**Problem:** Every line that contains the word "中興三街" should be copied from the records below.

**Data supplied:**

···

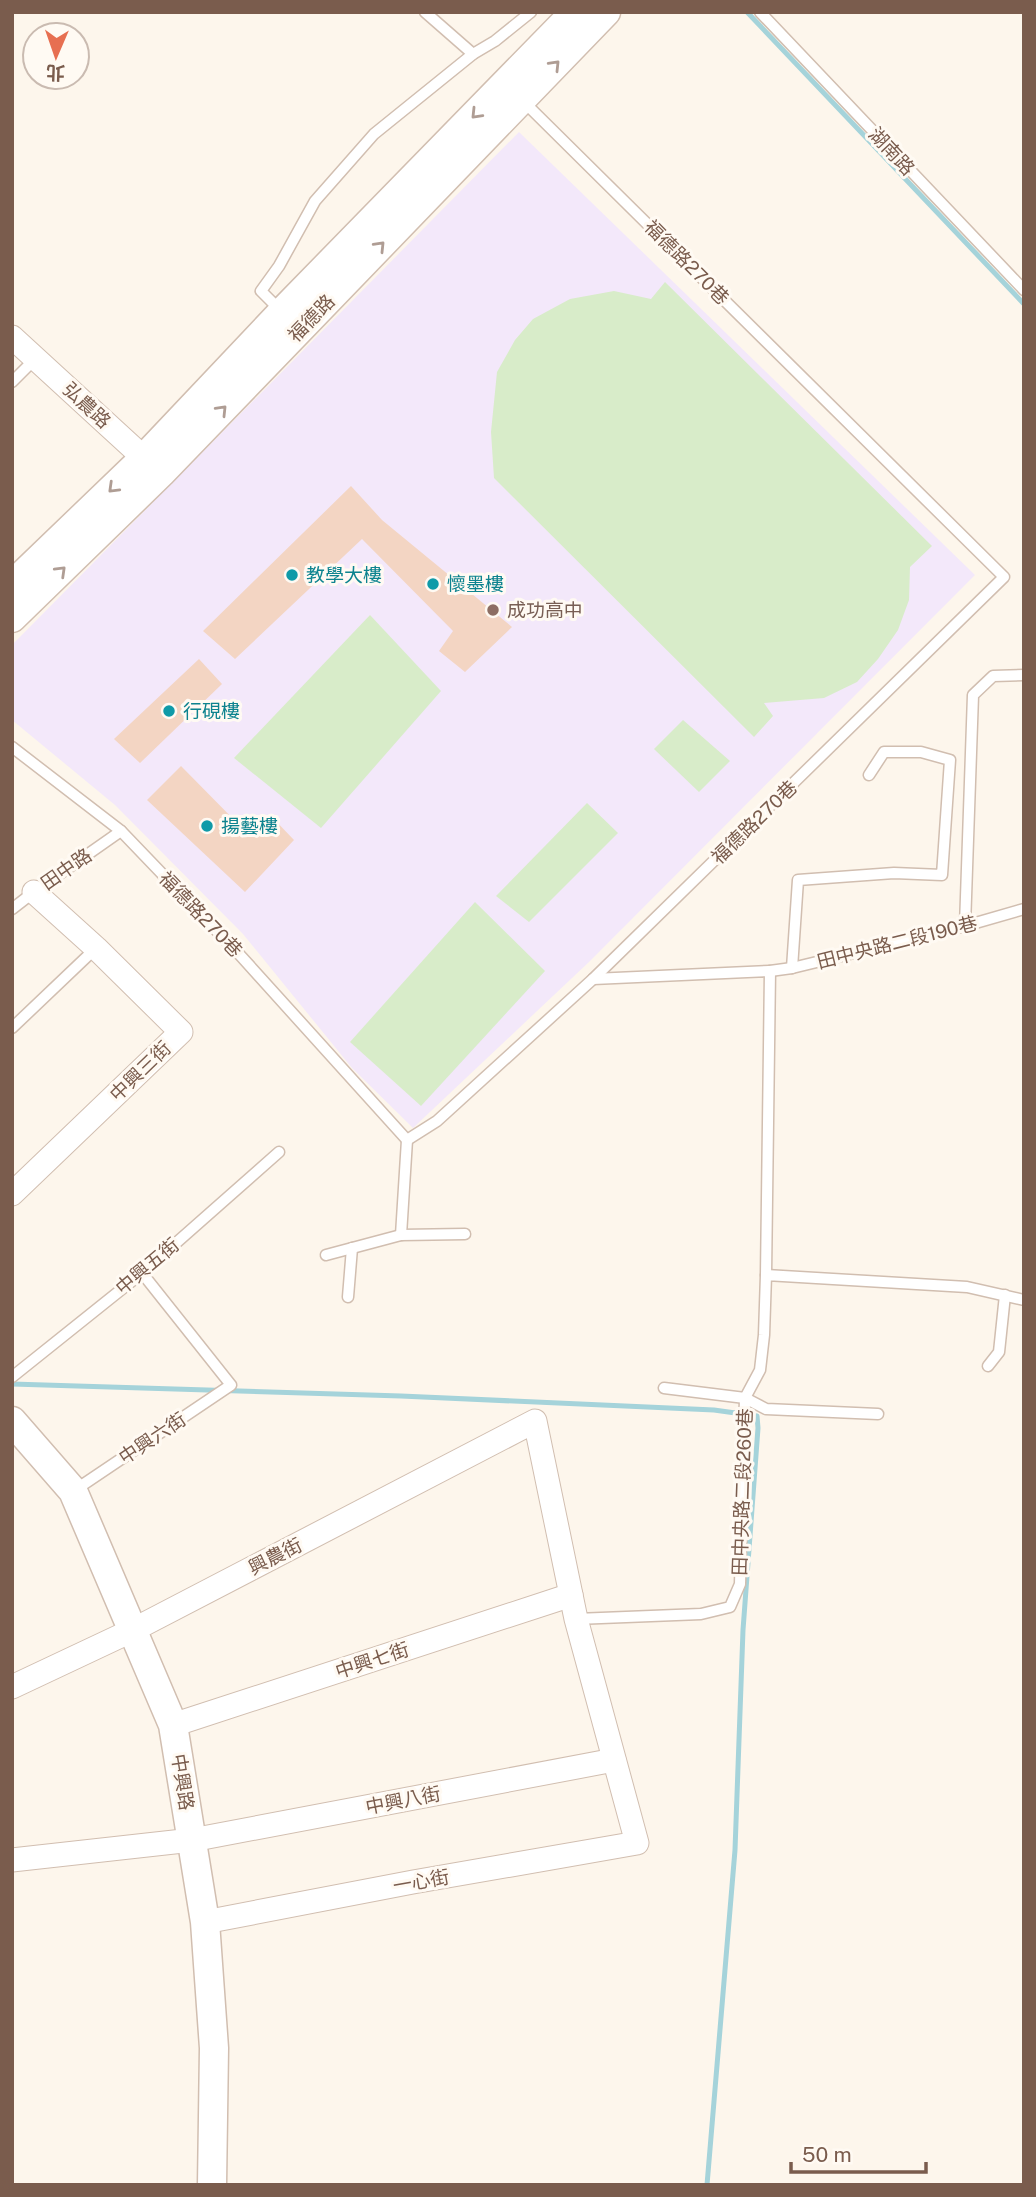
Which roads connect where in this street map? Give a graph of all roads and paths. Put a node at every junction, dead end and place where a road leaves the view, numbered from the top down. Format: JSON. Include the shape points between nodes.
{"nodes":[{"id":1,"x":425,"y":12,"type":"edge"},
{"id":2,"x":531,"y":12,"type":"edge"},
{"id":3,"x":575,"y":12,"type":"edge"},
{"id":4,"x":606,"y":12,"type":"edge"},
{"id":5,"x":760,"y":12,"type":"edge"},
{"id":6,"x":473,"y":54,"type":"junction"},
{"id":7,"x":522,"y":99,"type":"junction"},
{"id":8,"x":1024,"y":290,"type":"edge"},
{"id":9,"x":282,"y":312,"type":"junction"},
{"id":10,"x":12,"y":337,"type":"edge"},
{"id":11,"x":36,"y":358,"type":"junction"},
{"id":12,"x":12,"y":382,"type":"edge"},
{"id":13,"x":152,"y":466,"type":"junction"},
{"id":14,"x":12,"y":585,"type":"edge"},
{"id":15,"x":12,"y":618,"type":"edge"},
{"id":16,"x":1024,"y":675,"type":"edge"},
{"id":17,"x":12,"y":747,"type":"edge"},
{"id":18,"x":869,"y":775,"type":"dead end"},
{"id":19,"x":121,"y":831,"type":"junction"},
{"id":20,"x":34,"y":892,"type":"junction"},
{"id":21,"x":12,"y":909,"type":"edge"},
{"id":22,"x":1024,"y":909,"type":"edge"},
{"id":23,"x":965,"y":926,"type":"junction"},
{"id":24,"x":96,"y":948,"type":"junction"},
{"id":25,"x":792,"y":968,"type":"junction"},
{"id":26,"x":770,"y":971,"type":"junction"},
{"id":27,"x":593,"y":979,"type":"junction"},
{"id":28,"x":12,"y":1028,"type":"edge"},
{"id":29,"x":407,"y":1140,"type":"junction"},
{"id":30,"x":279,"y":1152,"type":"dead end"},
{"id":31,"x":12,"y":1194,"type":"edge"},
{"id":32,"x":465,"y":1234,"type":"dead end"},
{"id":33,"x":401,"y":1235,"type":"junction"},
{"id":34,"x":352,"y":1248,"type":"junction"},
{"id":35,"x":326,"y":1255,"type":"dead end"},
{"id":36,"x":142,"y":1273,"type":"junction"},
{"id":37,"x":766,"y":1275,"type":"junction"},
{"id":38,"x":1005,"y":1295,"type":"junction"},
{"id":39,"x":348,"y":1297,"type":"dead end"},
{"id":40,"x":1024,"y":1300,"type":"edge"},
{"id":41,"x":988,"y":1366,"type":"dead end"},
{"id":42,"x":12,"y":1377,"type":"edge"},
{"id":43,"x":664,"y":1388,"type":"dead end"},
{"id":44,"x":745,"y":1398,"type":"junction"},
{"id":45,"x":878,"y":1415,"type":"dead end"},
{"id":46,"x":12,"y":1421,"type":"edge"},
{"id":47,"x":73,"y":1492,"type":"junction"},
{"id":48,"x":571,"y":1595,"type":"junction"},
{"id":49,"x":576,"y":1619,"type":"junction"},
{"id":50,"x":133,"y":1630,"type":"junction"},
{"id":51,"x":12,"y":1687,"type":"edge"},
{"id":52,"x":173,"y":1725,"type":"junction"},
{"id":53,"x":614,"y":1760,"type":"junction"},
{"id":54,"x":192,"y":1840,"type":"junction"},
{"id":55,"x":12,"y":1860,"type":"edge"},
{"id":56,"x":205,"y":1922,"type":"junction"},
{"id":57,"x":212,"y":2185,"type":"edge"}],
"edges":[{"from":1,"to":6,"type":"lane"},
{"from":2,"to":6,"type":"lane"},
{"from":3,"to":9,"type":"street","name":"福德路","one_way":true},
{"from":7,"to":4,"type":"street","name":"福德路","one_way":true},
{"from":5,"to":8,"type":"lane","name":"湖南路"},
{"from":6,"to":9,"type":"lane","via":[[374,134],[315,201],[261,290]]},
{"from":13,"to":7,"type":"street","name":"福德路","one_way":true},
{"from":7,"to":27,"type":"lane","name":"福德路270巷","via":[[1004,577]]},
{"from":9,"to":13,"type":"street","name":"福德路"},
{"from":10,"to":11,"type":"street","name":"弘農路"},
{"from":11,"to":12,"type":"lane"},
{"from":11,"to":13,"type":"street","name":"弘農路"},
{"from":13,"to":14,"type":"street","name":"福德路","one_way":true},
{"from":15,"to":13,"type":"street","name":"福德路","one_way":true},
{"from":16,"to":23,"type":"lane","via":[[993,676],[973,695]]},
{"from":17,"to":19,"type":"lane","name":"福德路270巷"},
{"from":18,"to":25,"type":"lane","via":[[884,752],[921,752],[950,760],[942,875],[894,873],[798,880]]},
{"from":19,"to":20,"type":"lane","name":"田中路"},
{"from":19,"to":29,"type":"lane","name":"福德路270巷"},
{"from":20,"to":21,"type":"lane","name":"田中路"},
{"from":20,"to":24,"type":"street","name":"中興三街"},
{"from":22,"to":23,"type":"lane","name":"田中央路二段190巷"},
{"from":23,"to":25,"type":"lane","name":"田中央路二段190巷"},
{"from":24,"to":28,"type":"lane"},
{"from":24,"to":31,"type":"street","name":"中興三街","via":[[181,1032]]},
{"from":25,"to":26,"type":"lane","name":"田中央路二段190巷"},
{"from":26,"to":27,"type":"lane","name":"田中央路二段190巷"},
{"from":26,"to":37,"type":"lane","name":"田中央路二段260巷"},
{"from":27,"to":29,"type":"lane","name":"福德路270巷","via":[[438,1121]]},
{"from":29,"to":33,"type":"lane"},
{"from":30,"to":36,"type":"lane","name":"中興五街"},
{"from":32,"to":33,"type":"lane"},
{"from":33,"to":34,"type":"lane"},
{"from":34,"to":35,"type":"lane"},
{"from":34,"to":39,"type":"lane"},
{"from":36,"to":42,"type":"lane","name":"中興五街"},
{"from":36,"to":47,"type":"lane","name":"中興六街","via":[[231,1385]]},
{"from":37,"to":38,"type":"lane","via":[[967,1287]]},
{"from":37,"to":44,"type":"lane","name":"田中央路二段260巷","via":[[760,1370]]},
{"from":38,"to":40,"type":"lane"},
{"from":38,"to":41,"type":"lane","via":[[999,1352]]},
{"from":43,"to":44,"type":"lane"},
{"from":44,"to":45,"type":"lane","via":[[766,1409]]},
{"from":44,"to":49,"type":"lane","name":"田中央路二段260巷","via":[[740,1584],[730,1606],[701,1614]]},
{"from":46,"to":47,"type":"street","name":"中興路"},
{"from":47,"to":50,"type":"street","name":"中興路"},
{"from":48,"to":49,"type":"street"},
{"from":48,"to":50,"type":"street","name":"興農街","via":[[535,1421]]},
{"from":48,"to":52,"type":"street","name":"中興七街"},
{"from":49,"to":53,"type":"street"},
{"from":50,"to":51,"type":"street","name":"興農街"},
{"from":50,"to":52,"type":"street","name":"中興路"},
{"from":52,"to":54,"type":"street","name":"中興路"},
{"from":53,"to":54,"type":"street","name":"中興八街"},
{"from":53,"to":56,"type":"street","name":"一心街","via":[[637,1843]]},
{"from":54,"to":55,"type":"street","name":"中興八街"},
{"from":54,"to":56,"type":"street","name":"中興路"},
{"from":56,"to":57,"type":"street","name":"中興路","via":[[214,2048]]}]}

···

**Solution for this problem:**
{"from":20,"to":24,"type":"street","name":"中興三街"},
{"from":24,"to":31,"type":"street","name":"中興三街","via":[[181,1032]]},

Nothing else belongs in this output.